* _Problem to solve_: Make an exact copy of the listing underneath, skipping each picture.

* _Data to use_:
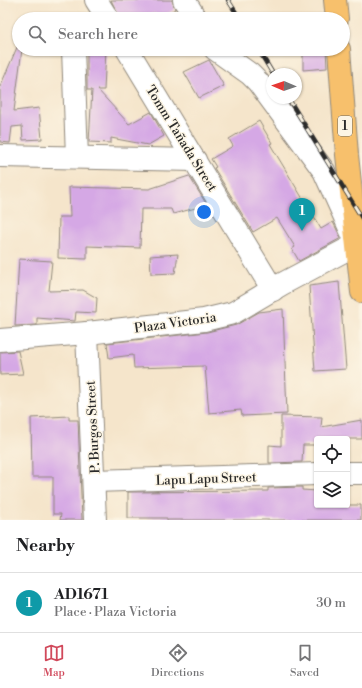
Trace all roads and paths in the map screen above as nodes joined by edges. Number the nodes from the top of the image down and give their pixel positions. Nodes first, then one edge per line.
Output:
1 (96, 0) edge
2 (184, 0) edge
3 (335, 0) edge
4 (104, 12) edge
5 (192, 12) edge
6 (336, 12) edge
7 (73, 56) edge
8 (131, 56) edge
9 (225, 56) edge
10 (340, 56) edge
11 (347, 155) junction
12 (0, 156) edge
13 (77, 157) junction
14 (195, 160) junction
15 (362, 183) edge
16 (357, 244) junction
17 (273, 290) junction
18 (362, 292) edge
19 (86, 334) junction
20 (0, 340) edge
21 (350, 473) edge
22 (362, 473) edge
23 (314, 474) edge
24 (94, 481) junction
25 (95, 520) edge

1 - 4 street
2 - 5 street
3 - 6 main road
7 - 13 street
8 - 14 street, Tomm Tañada Street
9 - 16 street
10 - 11 main road, 1
11 - 15 street
11 - 16 main road, 1
12 - 13 street
13 - 14 street
14 - 17 street, Tomm Tañada Street
16 - 17 street, Plaza Victoria
16 - 18 main road, 1
17 - 19 street, Plaza Victoria
19 - 20 street, Plaza Victoria
19 - 24 street, P. Burgos Street
21 - 22 street
23 - 24 street, Lapu Lapu Street
24 - 25 street, P. Burgos Street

* _Response below_:
Trace all roads and paths in the map screen above as nodes joined by edges. Number the nodes from the top of the image down and give their pixel positions. Nodes first, then one edge per line.
Output:
1 (96, 0) edge
2 (184, 0) edge
3 (335, 0) edge
4 (104, 12) edge
5 (192, 12) edge
6 (336, 12) edge
7 (73, 56) edge
8 (131, 56) edge
9 (225, 56) edge
10 (340, 56) edge
11 (347, 155) junction
12 (0, 156) edge
13 (77, 157) junction
14 (195, 160) junction
15 (362, 183) edge
16 (357, 244) junction
17 (273, 290) junction
18 (362, 292) edge
19 (86, 334) junction
20 (0, 340) edge
21 (350, 473) edge
22 (362, 473) edge
23 (314, 474) edge
24 (94, 481) junction
25 (95, 520) edge

1 - 4 street
2 - 5 street
3 - 6 main road
7 - 13 street
8 - 14 street, Tomm Tañada Street
9 - 16 street
10 - 11 main road, 1
11 - 15 street
11 - 16 main road, 1
12 - 13 street
13 - 14 street
14 - 17 street, Tomm Tañada Street
16 - 17 street, Plaza Victoria
16 - 18 main road, 1
17 - 19 street, Plaza Victoria
19 - 20 street, Plaza Victoria
19 - 24 street, P. Burgos Street
21 - 22 street
23 - 24 street, Lapu Lapu Street
24 - 25 street, P. Burgos Street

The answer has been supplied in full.